Şükür ki necip milletimizin her kesimi Ehl-i Beyt sevdasında (ki onları sevmek Peygamberimizin risalet ücretidir) birleşmiştir ve Ehl-i Beyt aşkı milli birliğimizin harcı olmuştur.
Sayın Meclis Başkanım, bana ayrılan vakit geniş izaha fırsat vermiyor. Bununla birlikte belirtmek isterim ki Yezid’in şarap içerek İmam’ın mübarek başına, dişine ve dudaklarına çubukla vurarak şiir okuyup, zimnında Bedir’de öldürülen müşrik dedelerinin intikamını nübuvvet iddiasıyla saltanat peşinde olan Muhammed’den onun evladını öldürüp, kızı ve gelinlerini nasıl intikam aldığını görseler “Yaşa Yezid, koluna kuvvet” diyeceklerdi ve de Muaviye’nin de bunu vasiyet ettiğini dile getiriyor ve de Muhammed’in va’d ettiği cennet ve nimetlerinden benim kadehimin dibindeki bir yudumluk şu eski şarap daha değerlidir diyordu.
Huseyn böyle bir münafığa biat etseydi Yezid, müşrik dedelerinin cahiliye törelerini hortlatıp kusursuz İslam temeddününü ortadan kaldıracaktı.

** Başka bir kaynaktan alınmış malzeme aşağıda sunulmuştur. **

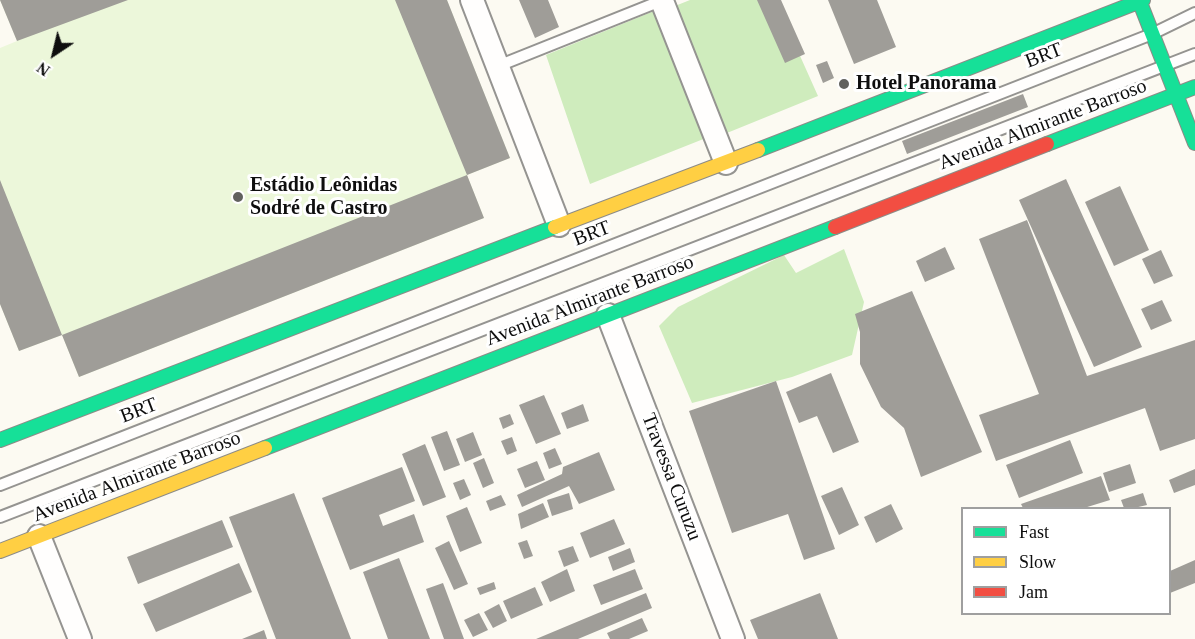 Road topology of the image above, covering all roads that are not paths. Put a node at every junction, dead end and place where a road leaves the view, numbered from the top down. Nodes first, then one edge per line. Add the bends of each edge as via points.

Bu nedenle bir İslam bilgininin dediği gibi İslam zuhurunu Hz. Muhammed Mustafa’ya (saav) borçlu ama bekaını Hüseyn’in yiğitçe direnişine ve asil kanına borçludur. Aile efradını yanında götürmesi tarihin bu en acı faciasına sadık tanıklar olsun diyeydi. Nitekim Ali’nin kahraman kızı Zehran’nın bihakkın naibesi Zeyneb esaret zinciri altında Vali İbn-i Ziyad’a ve Şam’da mağrur Yezid’i öyle bir mağlup ve makhur etti ki zafer kutlamak isterken mağlup olduklarını anladılar. Zeyneb bu kadar na müsait şartlarda götürüldüğü her yerde inkilab meşalesini tutuşturmayı başardı. Şam’ı bile Yezid için eman yurdu olmaktan çıkardı. Bugün tiyatroda Zeyneb’in özellikle Şam’daki duruş ve konuşmaları Yezid’in mağrurluğunu nasıl kırdığını izleyeceğiz. Tarihi vakia dikkate alınmış, hurafelerden kaçınılmıştır.
Evet, Hüseyn İslam uğruna kimsenin sunamayacağı kurbanlar sunmuştur. İslam’ı korumuştur, ama çok ağır bedeller ödeyerek bunu yapmıştır. Onun için Müslümanlar özelde, dünya mazlumları genelde Hüseyn’e şükran borçludur.